Only one portion of the data is to be written out: from the line bearing "wrist: (188, 523)" through the line bearing "index tip: (591, 269)". Write it exactly as it appears.

** Opening Data for the task block **

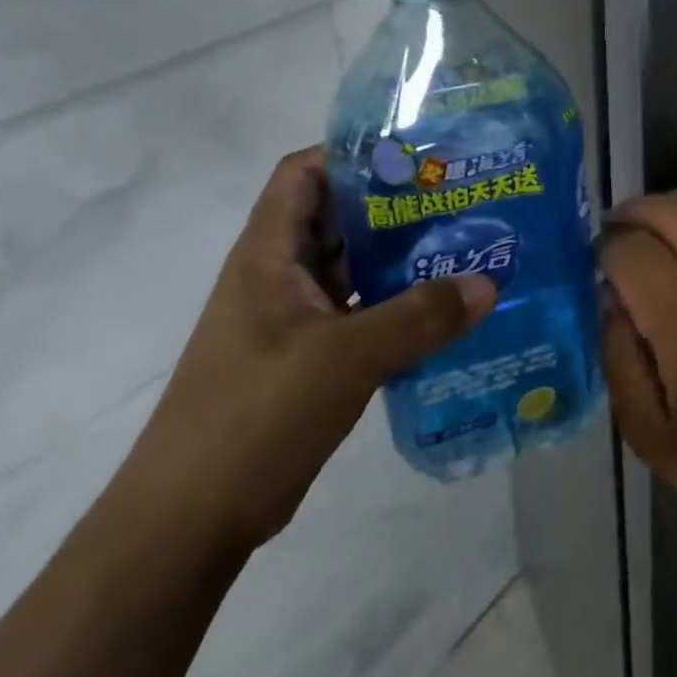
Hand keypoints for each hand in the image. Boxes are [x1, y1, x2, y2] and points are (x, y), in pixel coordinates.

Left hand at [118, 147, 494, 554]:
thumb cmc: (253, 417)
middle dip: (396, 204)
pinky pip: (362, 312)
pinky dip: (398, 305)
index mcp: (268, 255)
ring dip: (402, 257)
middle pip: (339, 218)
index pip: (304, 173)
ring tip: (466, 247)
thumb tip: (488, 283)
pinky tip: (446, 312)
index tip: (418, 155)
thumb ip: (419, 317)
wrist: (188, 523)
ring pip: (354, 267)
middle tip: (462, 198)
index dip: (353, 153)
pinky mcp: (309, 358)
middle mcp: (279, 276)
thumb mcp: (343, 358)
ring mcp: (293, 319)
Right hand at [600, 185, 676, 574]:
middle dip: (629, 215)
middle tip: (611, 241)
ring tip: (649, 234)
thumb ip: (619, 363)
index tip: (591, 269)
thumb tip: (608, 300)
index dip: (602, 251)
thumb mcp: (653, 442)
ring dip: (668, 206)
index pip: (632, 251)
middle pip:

** Closing Data for the task block **

### Task answer
wrist: (188, 523)
ring pip: (354, 267)
middle tip: (462, 198)
index dip: (353, 153)
pinky mcp: (309, 358)
middle mcp: (279, 276)
thumb mcp: (343, 358)
ring mcp: (293, 319)
Right hand at [600, 185, 676, 574]:
middle dip: (629, 215)
middle tip: (611, 241)
ring tip: (649, 234)
thumb ip: (619, 363)
index tip: (591, 269)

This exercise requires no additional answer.